By Nicholas Anderson, Editor-in-Chief of FinnishNews
I have spent most of my career in start-up activities in big and small companies. This was possible because I was born in 1948 and since then many new ideas developed in the following decades. The first start-up was in 1965 when my school was the first in Europe to receive a computer. I was lucky to be invited to do my university exams in computer mathematics using Fortran to solve mathematical and statistical problems. Starting in 1967, I paid my way through university with well-paid computer work in Helsinki during the summer holidays over the next 5 years.
After university I worked in banks and started to develop skills with new global financial business of eurobonds, syndicated loans, investment funds, and interest rate swaps. All of the above were then new innovations that eventually developed into huge markets well beyond my wildest dreams.
In 2013, I retired from banking and decided to do real work by investing in small Nordic companies and start-ups. I wanted to give something back to Finland that had offered me so many career opportunities. I did not want to stay around in banking because I see them as jaded by their relentless ambitions to grow through consolidation and overwhelmed by regulation.
Investing in startups was a good decision, but also a demanding and frustrating experience. It took a couple of years for me to understood what to do and what to avoid.…
The most important rule is to avoid start-ups that are run by people who are only in the business because of the money. Greed is a not an easy characteristic to spot because it has several different forms and can be hidden from unwary investors.
Be cautious when the founders tell you that their ideas are disruptive and commercially sound. Founders must invest their time and money to establish a business – there are few fast fixes. If they say that they need financing to start to develop their ideas, design systems, and attract clients then it is generally better to say that you will not invest at this stage. In most cases founders should work to get the basics working and tested without outside funding.

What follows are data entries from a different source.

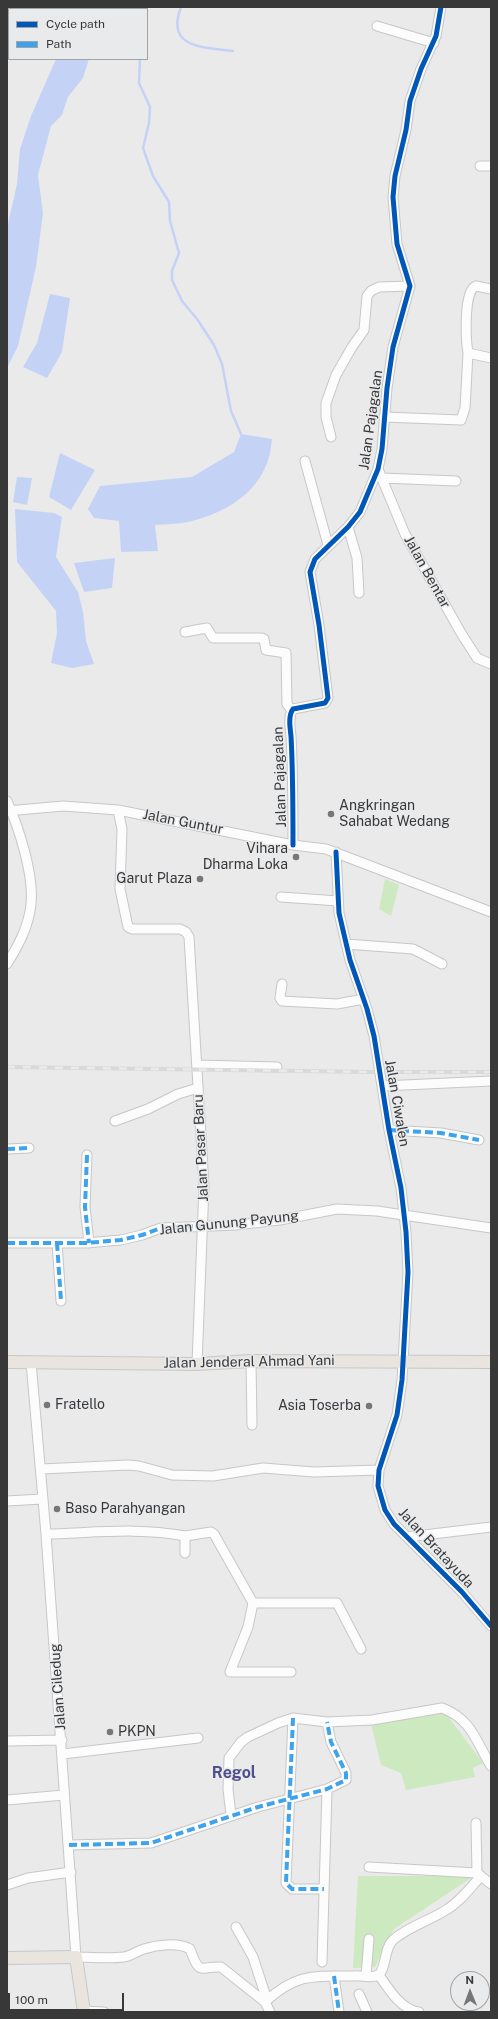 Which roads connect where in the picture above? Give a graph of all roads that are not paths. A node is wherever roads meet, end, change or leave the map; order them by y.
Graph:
1 (441, 7) edge
2 (377, 26) dead end
3 (434, 43) junction
4 (480, 166) dead end
5 (491, 166) edge
6 (410, 286) junction
7 (491, 289) edge
8 (468, 353) junction
9 (491, 358) edge
10 (384, 417) junction
11 (331, 437) dead end
12 (305, 461) dead end
13 (378, 469) junction
14 (382, 478) junction
15 (456, 481) dead end
16 (348, 527) junction
17 (328, 545) junction
18 (359, 593) dead end
19 (184, 632) dead end
20 (491, 664) edge
21 (292, 711) junction
22 (7, 800) edge
23 (118, 810) junction
24 (9, 811) edge
25 (293, 845) junction
26 (336, 852) junction
27 (280, 897) dead end
28 (338, 901) junction
29 (491, 912) edge
30 (346, 944) junction
31 (7, 964) edge
32 (442, 964) dead end
33 (282, 984) dead end
34 (364, 999) junction
35 (197, 1062) junction
36 (277, 1067) dead end
37 (491, 1081) edge
38 (382, 1086) junction
39 (198, 1088) junction
40 (115, 1121) dead end
41 (389, 1130) junction
42 (479, 1140) dead end
43 (7, 1148) edge
44 (29, 1148) dead end
45 (87, 1155) dead end
46 (404, 1215) junction
47 (203, 1226) junction
48 (491, 1228) edge
49 (7, 1243) edge
50 (58, 1243) junction
51 (89, 1243) junction
52 (61, 1301) dead end
53 (251, 1361) junction
54 (7, 1362) edge
55 (31, 1362) junction
56 (403, 1362) junction
57 (491, 1362) edge
58 (197, 1364) junction
59 (252, 1425) dead end
60 (40, 1469) junction
61 (379, 1470) junction
62 (42, 1498) junction
63 (7, 1501) edge
64 (491, 1527) edge
65 (46, 1534) junction
66 (185, 1536) junction
67 (407, 1537) junction
68 (185, 1553) dead end
69 (253, 1603) junction
70 (491, 1626) edge
71 (361, 1649) dead end
72 (291, 1672) dead end
73 (293, 1718) junction
74 (327, 1722) junction
75 (198, 1738) dead end
76 (62, 1740) junction
77 (7, 1741) edge
78 (63, 1754) junction
79 (491, 1766) edge
80 (327, 1789) junction
81 (64, 1795) junction
82 (7, 1800) edge
83 (289, 1800) junction
84 (231, 1816) junction
85 (476, 1823) dead end
86 (69, 1846) junction
87 (368, 1867) dead end
88 (71, 1872) junction
89 (479, 1874) junction
90 (7, 1884) edge
91 (491, 1884) edge
92 (324, 1889) junction
93 (236, 1927) dead end
94 (369, 1939) dead end
95 (76, 1957) junction
96 (7, 1958) edge
97 (322, 1962) dead end
98 (379, 1975) junction
99 (334, 1976) junction
100 (366, 1976) junction
101 (359, 1994) dead end
102 (266, 2001) junction
103 (84, 2012) edge
104 (104, 2012) edge
105 (270, 2012) edge
106 (339, 2012) edge
107 (367, 2012) edge
108 (419, 2012) edge

1 - 3 street
2 - 3 street
3 - 6 street
4 - 5 street
6 - 10 street, Jalan Pajagalan
6 - 11 street
7 - 8 street
8 - 9 street
8 - 10 street
10 - 13 street, Jalan Pajagalan
12 - 17 street
13 - 14 street, Jalan Bentar
13 - 16 street, Jalan Pajagalan
14 - 15 street
14 - 20 street, Jalan Bentar
16 - 17 street, Jalan Pajagalan
16 - 18 street
17 - 21 street, Jalan Pajagalan
19 - 21 street
21 - 25 street, Jalan Pajagalan
22 - 24 street
23 - 24 street, Jalan Guntur
23 - 25 street, Jalan Guntur
23 - 35 street
24 - 31 street
25 - 26 street, Jalan Guntur
26 - 28 street, Jalan Ciwalen
26 - 29 street, Jalan Guntur
27 - 28 street
28 - 30 street, Jalan Ciwalen
30 - 32 street
30 - 34 street, Jalan Ciwalen
33 - 34 street
34 - 38 street, Jalan Ciwalen
35 - 36 street
35 - 39 street, Jalan Pasar Baru
37 - 38 street
38 - 41 street, Jalan Ciwalen
39 - 40 street
39 - 47 street, Jalan Pasar Baru
41 - 42 street
41 - 46 street, Jalan Ciwalen
43 - 44 street
45 - 51 street
46 - 47 street, Jalan Gunung Payung
46 - 48 street, Jalan Gunung Payung
46 - 56 street, Jalan Ciwalen
47 - 51 street, Jalan Gunung Payung
47 - 58 street, Jalan Pasar Baru
49 - 50 street, Jalan Gunung Payung
50 - 51 street, Jalan Gunung Payung
50 - 52 street
53 - 56 main road, Jalan Jenderal Ahmad Yani
53 - 58 main road, Jalan Jenderal Ahmad Yani
53 - 59 street
54 - 55 main road, Jalan Jenderal Ahmad Yani
55 - 58 main road, Jalan Jenderal Ahmad Yani
55 - 60 street, Jalan Ciledug
56 - 57 main road, Jalan Jenderal Ahmad Yani
56 - 61 street, Jalan Bratayuda
60 - 61 street
60 - 62 street, Jalan Ciledug
61 - 67 street, Jalan Bratayuda
62 - 63 street
62 - 65 street, Jalan Ciledug
64 - 67 street
65 - 66 street
65 - 76 street, Jalan Ciledug
66 - 68 street
66 - 69 street
67 - 70 street, Jalan Bratayuda
69 - 71 street
69 - 72 street
73 - 74 street
73 - 83 street
73 - 84 street
74 - 79 street
74 - 80 street
75 - 78 street
76 - 77 street
76 - 78 street, Jalan Ciledug
78 - 81 street, Jalan Ciledug
80 - 83 street
80 - 92 street
81 - 82 street
81 - 86 street, Jalan Ciledug
83 - 84 street
83 - 92 street
84 - 86 street
85 - 89 street
86 - 88 street, Jalan Ciledug
87 - 89 street
88 - 90 street
88 - 95 street, Jalan Ciledug
89 - 91 street
89 - 98 street
92 - 97 street
93 - 102 street
94 - 100 street
95 - 96 main road
95 - 102 street
95 - 103 main road, Jalan Ciledug
98 - 100 street
98 - 108 street
99 - 100 street
99 - 102 street
99 - 106 street
101 - 107 street
102 - 105 street
103 - 104 street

When a start-up founders want a “market salary” to develop the business with angel investors’ cash, then think twice before you invest. You might want to invest if the company can start to generate a strong net profit from day one, but that situation is as rare. Most founders work hard for years to get the company afloat and do not expect to get paid more than the absolute minimum in the first year, if anything. Few start-ups make a profit in the first years, but they should be generating meaningful revenues.
Make sure that the founders have useful and commercially sound plans and the right competences to develop the business. If they do then they will be one of the few out of hundreds of start-ups. Most start-ups fail because they really have no useful commercial purpose or do not have the right skills to develop the business.
Watch out if the founders want to employ others to do the work they should be doing. It is often a sign of trouble when a newly formed start-up begins by hiring a consultants and lawyers to do basic start-up work. Young companies do need outside help, but that normally comes later when plans have been made and product ideas tested. If the founders cannot handle the start themselves then you may ask if they competent to develop the company.
Even a good business may fail if the founders are the wrong types to develop and create the necessary growth. It is challenging to develop a new company. It takes hard work and the willingness to sacrifice years of your life. It puts huge pressure on families because the days only have 24 hours and the weeks only 7 days. The required effort to manage sales, to develop a team, to achieve fast growth is demanding especially because investors soon loose patience to cover recurring monthly losses.
Here is a checklist for the required characteristics to be ticked off against the founders’ names – it must be a diverse group and not just a one-man show:
  1. Founders can plan systematically
  2. They are able to build a good team and secure an active board and advisors.
  3. They must have sufficient financial resources and plenty of stamina to get things moving.
  4. They can take failure and carry on as determined as before even if they must change direction.
  5. They can sell and develop their business in domestic and foreign markets. This means that they must have language and cultural abilities. Finland is too small for most start-ups, and finding foreign markets requires extraordinary and rare selling skills.
One of the good places to check is to examine their CV’s and LinkedIn accounts – you will be surprised about what can be discovered in seconds.
The final advise is that you can easily loose your hard-earned savings with poor investment decisions or with simple bad luck. Keep each investment round modest in relation to your savings and be ready to invest more if justified. Network with colleagues and stay in regular contact with the founders. Make your own notes about the meetings and ask questions. This is your money and the risks of failure are bigger than the possibility of making money if you do not follow these basic rules.